Gather each line of the records where "dead" appears.

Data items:
>>
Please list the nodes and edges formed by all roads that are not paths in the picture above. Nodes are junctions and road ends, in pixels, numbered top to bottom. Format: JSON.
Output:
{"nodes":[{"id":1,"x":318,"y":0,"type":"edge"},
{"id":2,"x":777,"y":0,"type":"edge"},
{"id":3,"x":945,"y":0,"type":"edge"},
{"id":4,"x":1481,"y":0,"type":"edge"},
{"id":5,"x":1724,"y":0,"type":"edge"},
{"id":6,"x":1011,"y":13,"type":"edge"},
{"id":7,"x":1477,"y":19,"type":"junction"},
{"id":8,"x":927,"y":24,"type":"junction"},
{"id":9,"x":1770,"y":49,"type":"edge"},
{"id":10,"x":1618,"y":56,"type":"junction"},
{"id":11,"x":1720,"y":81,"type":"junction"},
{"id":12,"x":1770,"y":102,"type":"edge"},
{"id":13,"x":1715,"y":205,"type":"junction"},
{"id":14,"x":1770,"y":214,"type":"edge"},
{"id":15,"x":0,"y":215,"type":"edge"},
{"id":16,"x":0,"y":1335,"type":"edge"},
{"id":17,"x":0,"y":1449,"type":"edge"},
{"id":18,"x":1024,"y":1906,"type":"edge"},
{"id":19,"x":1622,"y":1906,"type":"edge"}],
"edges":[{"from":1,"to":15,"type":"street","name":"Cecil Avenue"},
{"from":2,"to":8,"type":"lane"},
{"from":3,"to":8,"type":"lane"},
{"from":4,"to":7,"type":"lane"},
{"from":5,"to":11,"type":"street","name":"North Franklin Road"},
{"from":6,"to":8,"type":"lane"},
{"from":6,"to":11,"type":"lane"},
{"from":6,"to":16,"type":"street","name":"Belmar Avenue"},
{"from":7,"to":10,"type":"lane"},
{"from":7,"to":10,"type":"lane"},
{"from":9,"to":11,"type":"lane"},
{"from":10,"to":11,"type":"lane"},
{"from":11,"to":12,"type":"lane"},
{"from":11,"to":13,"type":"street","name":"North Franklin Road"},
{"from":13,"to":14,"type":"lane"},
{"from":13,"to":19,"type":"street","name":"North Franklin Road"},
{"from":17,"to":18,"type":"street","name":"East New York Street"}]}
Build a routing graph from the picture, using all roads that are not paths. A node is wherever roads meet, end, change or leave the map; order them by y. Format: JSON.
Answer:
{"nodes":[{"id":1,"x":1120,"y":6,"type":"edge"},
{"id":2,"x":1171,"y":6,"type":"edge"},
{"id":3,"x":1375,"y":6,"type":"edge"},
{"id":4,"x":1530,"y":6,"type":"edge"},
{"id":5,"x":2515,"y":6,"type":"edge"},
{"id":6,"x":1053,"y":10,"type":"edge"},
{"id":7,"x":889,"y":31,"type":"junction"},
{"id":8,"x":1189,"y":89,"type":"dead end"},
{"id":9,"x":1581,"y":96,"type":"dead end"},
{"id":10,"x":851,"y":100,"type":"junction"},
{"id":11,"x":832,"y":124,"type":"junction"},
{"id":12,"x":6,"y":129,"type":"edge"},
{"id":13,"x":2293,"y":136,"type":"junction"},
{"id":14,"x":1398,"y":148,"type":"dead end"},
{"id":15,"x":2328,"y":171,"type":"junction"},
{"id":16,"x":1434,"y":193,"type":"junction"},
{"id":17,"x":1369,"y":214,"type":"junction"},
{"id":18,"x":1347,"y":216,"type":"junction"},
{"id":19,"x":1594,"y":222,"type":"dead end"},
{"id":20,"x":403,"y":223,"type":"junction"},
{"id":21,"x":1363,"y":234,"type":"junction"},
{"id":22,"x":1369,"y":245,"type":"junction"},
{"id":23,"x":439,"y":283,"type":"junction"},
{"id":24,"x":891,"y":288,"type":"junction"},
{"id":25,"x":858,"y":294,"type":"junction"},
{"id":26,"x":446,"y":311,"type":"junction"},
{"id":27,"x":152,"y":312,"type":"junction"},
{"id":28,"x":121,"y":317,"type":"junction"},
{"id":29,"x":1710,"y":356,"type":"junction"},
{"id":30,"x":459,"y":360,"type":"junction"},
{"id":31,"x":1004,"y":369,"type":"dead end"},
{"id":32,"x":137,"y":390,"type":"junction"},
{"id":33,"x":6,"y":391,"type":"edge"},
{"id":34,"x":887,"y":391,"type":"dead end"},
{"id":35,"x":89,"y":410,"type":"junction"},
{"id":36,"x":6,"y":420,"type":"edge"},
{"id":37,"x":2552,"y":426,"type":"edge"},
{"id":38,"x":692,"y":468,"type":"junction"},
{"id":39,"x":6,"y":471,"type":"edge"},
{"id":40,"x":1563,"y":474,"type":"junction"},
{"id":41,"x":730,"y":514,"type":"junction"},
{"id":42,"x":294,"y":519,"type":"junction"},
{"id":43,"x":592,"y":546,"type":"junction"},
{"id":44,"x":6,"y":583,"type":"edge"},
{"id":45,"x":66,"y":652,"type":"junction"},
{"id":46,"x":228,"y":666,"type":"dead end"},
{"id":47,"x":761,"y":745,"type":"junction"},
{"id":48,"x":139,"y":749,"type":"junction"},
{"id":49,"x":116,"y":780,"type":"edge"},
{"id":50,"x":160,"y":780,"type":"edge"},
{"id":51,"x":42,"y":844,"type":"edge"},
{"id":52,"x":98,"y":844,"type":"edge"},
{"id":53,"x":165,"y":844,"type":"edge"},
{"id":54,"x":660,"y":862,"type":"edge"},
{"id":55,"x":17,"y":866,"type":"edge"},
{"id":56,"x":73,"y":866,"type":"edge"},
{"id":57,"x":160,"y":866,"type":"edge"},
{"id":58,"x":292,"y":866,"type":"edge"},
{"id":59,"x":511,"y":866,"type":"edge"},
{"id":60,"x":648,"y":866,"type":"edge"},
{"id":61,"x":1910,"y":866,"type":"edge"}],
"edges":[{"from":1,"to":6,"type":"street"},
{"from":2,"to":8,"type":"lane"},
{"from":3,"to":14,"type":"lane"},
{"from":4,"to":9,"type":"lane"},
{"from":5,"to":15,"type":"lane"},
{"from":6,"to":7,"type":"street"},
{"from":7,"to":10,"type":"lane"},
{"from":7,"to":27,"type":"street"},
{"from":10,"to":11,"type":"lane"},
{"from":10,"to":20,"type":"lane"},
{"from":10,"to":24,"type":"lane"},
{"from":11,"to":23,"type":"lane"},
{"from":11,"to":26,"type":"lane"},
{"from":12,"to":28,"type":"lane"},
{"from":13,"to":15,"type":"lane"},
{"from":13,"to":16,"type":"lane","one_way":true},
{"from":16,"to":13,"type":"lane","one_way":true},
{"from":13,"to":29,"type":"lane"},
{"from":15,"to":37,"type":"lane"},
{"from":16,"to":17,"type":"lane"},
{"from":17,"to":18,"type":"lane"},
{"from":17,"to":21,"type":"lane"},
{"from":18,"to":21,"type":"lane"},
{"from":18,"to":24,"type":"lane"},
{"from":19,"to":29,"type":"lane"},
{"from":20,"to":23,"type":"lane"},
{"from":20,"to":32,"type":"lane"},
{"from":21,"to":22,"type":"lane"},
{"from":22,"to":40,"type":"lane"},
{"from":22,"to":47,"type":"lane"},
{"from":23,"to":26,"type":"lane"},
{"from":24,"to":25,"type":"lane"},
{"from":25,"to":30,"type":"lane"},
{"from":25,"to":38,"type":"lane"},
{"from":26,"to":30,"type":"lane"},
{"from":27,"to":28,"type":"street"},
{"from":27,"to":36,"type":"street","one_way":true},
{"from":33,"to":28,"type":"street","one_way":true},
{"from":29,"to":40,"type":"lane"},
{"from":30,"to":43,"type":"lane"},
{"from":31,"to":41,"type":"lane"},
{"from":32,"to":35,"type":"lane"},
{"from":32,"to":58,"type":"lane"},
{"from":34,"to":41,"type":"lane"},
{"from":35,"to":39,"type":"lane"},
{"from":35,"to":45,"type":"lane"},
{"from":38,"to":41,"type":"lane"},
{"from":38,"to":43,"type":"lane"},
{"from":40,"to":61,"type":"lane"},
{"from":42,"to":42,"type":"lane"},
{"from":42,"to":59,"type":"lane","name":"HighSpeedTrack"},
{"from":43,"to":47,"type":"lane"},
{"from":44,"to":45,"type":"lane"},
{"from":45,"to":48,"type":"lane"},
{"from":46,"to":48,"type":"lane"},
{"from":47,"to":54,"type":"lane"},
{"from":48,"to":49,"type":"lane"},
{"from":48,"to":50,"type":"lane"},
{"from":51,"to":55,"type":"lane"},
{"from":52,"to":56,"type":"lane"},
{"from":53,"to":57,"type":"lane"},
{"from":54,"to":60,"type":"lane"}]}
<<
## The answer
{"id":8,"x":1189,"y":89,"type":"dead end"},
{"id":9,"x":1581,"y":96,"type":"dead end"},
{"id":14,"x":1398,"y":148,"type":"dead end"},
{"id":19,"x":1594,"y":222,"type":"dead end"},
{"id":31,"x":1004,"y":369,"type":"dead end"},
{"id":34,"x":887,"y":391,"type":"dead end"},
{"id":46,"x":228,"y":666,"type":"dead end"},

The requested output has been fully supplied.